Apesar do mercado editorial português estar muito afastado do festival anual de banda desenhada realizado em Angoulême, o mesmo continua a ser um importante evento internacional para leitores, editores e autores nacionais.

Ao contrário do que tinha acontecido em 2014 e 2016, nenhum dos álbuns de banda desenhada galardoado com os prémios este ano teve edição no nosso país, com exceção do prémio de melhor série de banda desenhada ter sido atribuído a Megg, Mogg & Mocho, a qual já teve direito a edição parcial em Portugal pela MMMNNNRRRG.

Eis os álbuns premiados no 45.º Festival Internacional de Banda Desenhada de Angoulême:

Sob a forma de listagem:

Le Fauve d’Or – Prix du meilleur album : « La Saga de Grimr » de Jérémie Moreau (Delcourt)
Le Fauve d’Angoulême – Prix Spécial du Jury : « Les Amours suspendues » de Marion Fayolle (Magnani)
Le Fauve d’Angouleme – Prix de la Série : « Happy Fucking Birthday – Megg, Mogg & Owl » de Simon Hanselmann (Misma)
Le Fauve d’Angouleme – Prix Révélation : « Beverly » de Nick Drnaso (Presque Lune)
Le Fauve d’Angoulême – Prix du Patrimoine : « Je suis Shingo » de Kazuo Umezu (Le Lézard Noir)
Le Fauve Polar SNCF : « Jean Doux et le mystère de la disquette molle » de Philippe Valette (Delcourt)
Le Prix du Public Cultura : « Dans la combi de Thomas Pesquet » de Marion Montaigne (Dargaud)
Le Fauve d’Angoulême – Prix de la BD Alternative : «Bien, Monsieur » #8 de vários autores (Elsa Abderhamani & Juliette Mancini)
Le Fauve d’Angoulême – Prix Jeunesse : « La Guerre de Catherine » de Julia Billet & Claire Fauvel (Rue de Sèvres)
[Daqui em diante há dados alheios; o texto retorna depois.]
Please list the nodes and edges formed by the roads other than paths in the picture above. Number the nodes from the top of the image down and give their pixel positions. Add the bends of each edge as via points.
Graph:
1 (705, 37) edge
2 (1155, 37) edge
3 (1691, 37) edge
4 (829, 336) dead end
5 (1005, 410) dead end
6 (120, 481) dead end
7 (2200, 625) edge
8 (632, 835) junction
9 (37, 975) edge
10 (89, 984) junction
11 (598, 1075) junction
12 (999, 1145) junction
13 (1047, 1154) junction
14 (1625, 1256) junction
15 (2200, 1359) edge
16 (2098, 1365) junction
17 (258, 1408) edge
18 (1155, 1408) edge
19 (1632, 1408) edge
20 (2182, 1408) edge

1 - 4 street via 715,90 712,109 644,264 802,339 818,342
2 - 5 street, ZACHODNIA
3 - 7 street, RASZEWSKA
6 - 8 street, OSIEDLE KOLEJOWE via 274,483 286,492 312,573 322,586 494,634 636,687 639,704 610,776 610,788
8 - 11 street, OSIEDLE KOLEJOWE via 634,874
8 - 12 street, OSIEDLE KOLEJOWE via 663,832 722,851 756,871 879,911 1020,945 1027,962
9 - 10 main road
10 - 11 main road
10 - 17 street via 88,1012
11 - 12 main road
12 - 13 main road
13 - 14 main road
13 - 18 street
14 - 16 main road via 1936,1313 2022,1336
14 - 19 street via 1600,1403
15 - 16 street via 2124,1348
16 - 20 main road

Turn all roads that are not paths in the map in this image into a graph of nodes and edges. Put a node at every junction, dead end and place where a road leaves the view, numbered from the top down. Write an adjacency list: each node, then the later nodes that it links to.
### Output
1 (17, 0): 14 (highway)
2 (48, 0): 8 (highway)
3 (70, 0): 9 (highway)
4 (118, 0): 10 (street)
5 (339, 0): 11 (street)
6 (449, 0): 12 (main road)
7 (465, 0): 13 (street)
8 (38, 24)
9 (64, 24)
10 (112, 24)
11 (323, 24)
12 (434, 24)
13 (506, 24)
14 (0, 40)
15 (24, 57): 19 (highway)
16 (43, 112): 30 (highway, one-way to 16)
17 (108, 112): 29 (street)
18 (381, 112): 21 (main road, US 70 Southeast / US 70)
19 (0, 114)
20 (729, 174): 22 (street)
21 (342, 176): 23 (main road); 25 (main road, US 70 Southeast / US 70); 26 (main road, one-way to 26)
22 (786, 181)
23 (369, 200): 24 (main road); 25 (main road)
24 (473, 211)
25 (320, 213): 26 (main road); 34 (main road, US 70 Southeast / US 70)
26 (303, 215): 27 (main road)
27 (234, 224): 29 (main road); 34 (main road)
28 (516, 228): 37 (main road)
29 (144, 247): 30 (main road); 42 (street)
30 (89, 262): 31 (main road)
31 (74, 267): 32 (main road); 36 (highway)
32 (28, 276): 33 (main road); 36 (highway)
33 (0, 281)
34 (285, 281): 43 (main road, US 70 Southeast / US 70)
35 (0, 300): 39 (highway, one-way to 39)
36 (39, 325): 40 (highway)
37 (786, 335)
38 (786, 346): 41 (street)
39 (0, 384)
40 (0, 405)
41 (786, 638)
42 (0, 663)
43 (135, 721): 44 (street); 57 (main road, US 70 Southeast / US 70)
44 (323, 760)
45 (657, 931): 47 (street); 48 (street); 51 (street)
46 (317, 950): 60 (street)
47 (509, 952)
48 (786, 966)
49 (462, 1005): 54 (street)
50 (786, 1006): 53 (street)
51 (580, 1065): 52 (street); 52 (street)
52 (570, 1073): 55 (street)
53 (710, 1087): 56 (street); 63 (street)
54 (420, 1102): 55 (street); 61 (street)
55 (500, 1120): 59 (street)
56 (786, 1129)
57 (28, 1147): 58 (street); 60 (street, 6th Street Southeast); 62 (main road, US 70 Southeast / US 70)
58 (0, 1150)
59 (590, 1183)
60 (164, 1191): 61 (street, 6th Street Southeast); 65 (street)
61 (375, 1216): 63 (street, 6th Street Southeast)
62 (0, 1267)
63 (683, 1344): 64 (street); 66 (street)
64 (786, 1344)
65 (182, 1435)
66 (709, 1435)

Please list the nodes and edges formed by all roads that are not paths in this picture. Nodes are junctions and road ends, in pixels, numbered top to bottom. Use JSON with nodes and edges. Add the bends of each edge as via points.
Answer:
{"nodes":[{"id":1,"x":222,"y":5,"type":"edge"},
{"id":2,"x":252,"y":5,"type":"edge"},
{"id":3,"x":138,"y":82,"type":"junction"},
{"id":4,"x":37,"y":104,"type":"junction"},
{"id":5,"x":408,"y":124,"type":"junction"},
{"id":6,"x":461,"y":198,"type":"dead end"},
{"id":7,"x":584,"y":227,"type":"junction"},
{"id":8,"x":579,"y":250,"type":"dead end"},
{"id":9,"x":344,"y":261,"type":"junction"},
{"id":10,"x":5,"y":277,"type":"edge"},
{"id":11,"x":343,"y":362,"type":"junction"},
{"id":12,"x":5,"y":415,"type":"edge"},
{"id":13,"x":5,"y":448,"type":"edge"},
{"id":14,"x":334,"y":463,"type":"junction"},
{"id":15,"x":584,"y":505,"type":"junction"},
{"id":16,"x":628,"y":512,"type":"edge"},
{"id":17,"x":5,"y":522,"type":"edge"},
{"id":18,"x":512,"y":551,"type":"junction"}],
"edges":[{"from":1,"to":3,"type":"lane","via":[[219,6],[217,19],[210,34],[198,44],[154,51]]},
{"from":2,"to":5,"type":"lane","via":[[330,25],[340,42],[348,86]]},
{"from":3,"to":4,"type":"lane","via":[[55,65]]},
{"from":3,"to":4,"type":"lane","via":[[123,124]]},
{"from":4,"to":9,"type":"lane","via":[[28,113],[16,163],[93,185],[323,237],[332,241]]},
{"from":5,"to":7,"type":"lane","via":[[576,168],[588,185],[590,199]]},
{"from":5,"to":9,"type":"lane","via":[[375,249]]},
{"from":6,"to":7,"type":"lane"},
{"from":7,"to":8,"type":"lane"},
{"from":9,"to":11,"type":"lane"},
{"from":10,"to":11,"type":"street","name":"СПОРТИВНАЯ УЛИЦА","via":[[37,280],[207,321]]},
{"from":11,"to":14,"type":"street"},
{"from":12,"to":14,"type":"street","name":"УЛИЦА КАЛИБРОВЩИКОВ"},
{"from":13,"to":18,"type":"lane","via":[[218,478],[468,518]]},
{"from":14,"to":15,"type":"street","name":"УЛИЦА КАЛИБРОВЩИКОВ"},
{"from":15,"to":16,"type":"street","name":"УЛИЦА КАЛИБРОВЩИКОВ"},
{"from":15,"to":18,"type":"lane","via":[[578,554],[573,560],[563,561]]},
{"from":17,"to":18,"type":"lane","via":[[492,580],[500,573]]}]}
Por sua vez, o Grand Prix de 2018 foi atribuído ao norte-americano Richard Corben, o qual conta com algumas das bandas desenhadas mais mainstream que realizou para a Marvel (Hulk, Cage) e a Dark Horse (Hellboy) publicadas em Portugal.

Pelo segundo ano, foi atribuído o Prix René Goscinny, destinado a galardoar um argumentista. O prémio foi atribuído a Jean Harambat, pelo seu álbum « Opération Copperhead » (Dargaud).